Your “savings” might not always be instant, but they can pay off later in a big way. In our case, the sign-up bonus helped us pay for part of our holiday travel a few months later. And because I paid the balance on my card in full each month, interest charges didn’t eat away at these rewards.

Get a card with high flat-rate rewards

I wish there were a special tiered-rewards wedding credit card that gave 5% back on wedding cake, venue reservations and swan-shaped ice sculptures. But there isn’t. And tiered rewards cards are a chore to maximize when you’re planning a wedding.

Say you use a card that offers 3% back on dining purchases to cover the cost of food at your wedding. That might work — but if the food comes from a catering company or is provided by the wedding venue rather than a restaurant, your card issuer might not consider it a “dining purchase.” All of a sudden, you’re earning a lot less in rewards than you thought.

When you’re dealing with a hodgepodge of vendors, a card with high flat-rate rewards — that is, one that gives you 1.5% or 2% back on every purchase — is usually your best bet. Among no-fee options, the Wells Fargo Active Cash® Card and the Citi Double Cash® Card stand out for high rewards rates.

Use 0% APR offers to save on interest

After earning the sign-up bonus, I put the rest of my wedding purchases on a card with an introductory 0% APR period. I wanted to pay them off over a few months, so as to avoid putting a big wedding-sized dent in my emergency fund. I did that, and I earned a few hundred dollars in flat-rate rewards in the process, while paying nothing in interest. I wasn’t making payments forever, either. My card gave me 15 months of 0% purchase APR, but I paid my debt down in three. If you need more time, consider a card like the U.S. Bank Visa® Platinum Card or the Citi® Diamond Preferred® Card.
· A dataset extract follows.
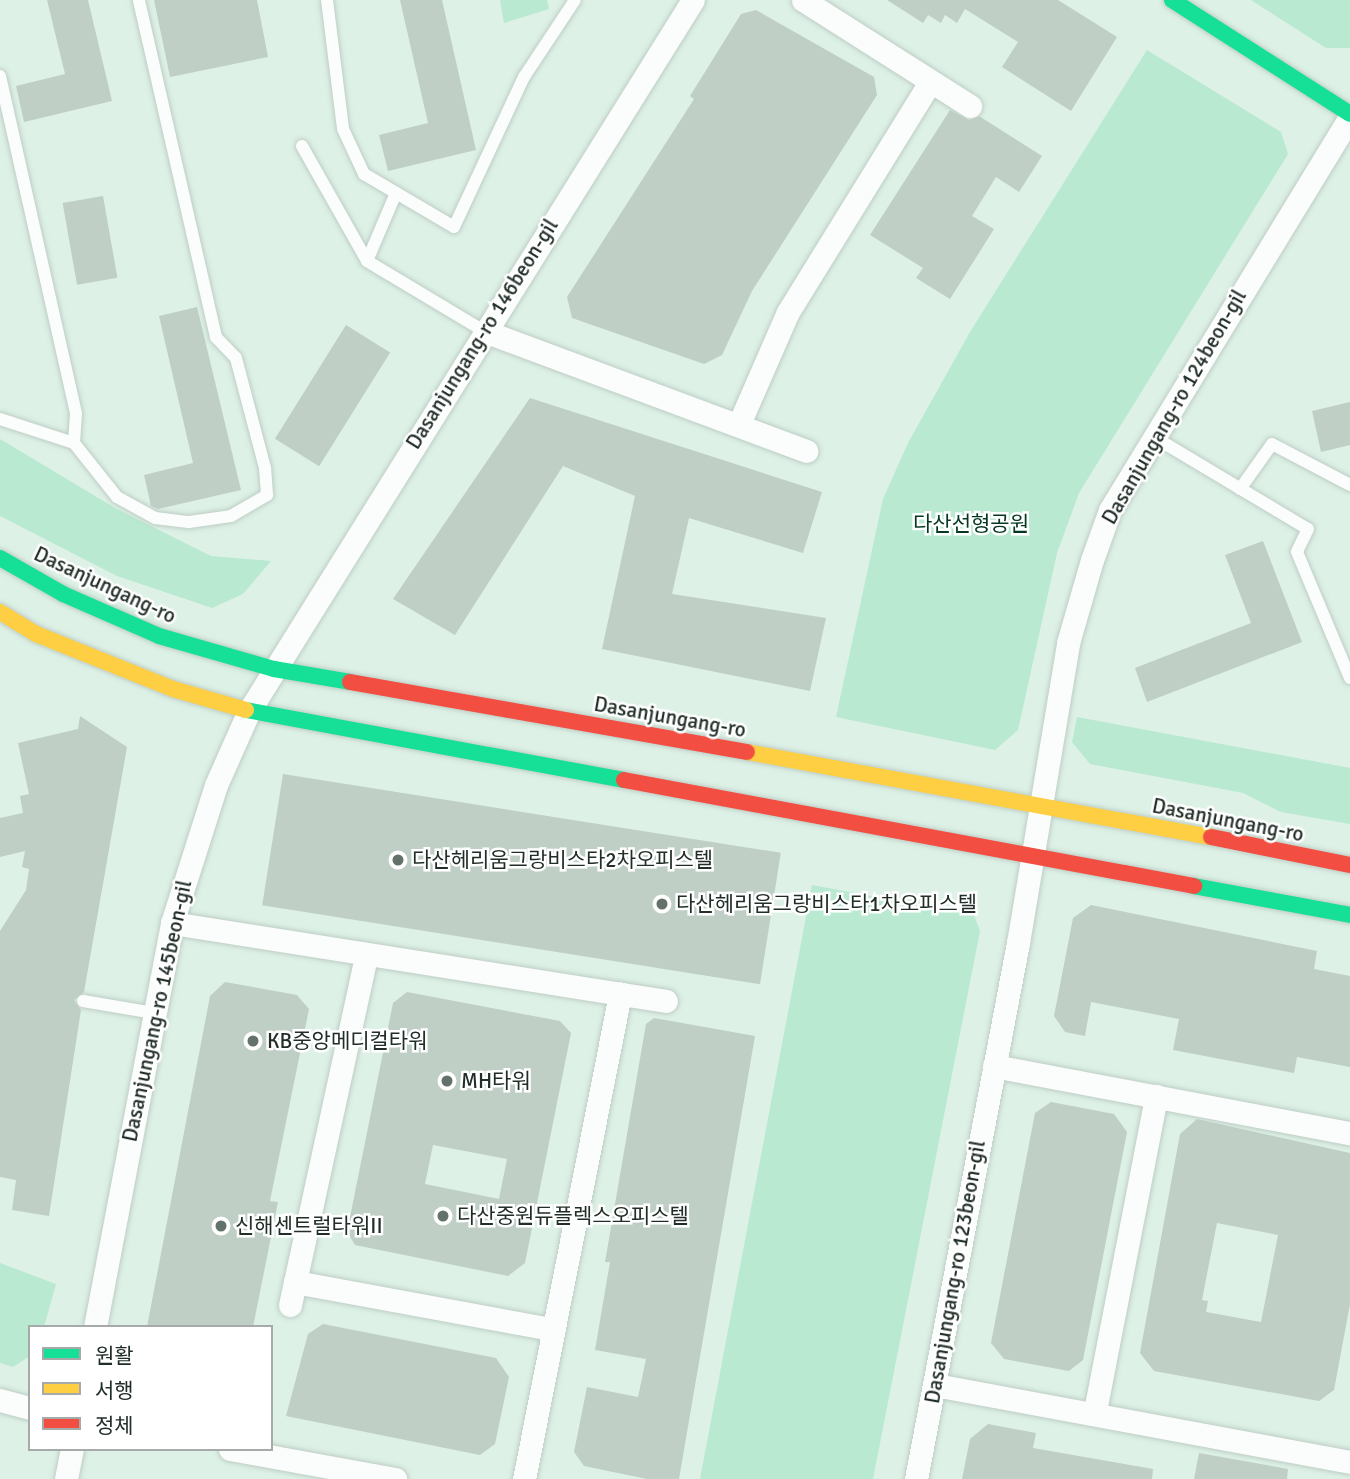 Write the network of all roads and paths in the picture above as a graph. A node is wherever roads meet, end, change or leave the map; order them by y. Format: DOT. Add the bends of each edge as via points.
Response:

As long as having a 0% card won’t tempt you to overspend, using one to save on interest might work to your advantage. Just make sure you’re applying for the right kind. The cards you see offered at jewelry stores, dress shops or tux shops that promise “0% interest if paid in full” by a certain date aren’t the same as 0% APR cards from major issuers. They’re deferred interest offers. With these cards, if you don’t pay in full by the end of the period, retroactive interest will show up on your bill like a wedding crasher.

Think long-term

In wedding planning, moderation is important. As someone who ate most of the leftover wedding cake in one sitting the day after the ceremony, this isn’t advice I’m used to giving, but hear me out: It’s possible to sign up for too many credit cards, and it’s possible to spend too much. Months from now, you want to be looking at an album of wedding photos and remembering your big day with fondness, not worrying about a pile of credit card debt or damaged credit scores.

To avoid that, get specific. Build a budget on the free apps offered by the or, or just make a spreadsheet and gather quotes from vendors early. Take stock of the credit cards in your wallet and ask yourself whether it makes sense to get a new one. If you’re hoping to take advantage of a sign-up bonus or 0% APR offer, sign up for those cards early enough so that you have them on hand when the invoices start pouring in.

Your plan might not always be perfect — especially if you think that everyone loves eggplant — but you can always readjust your spending and get back on track.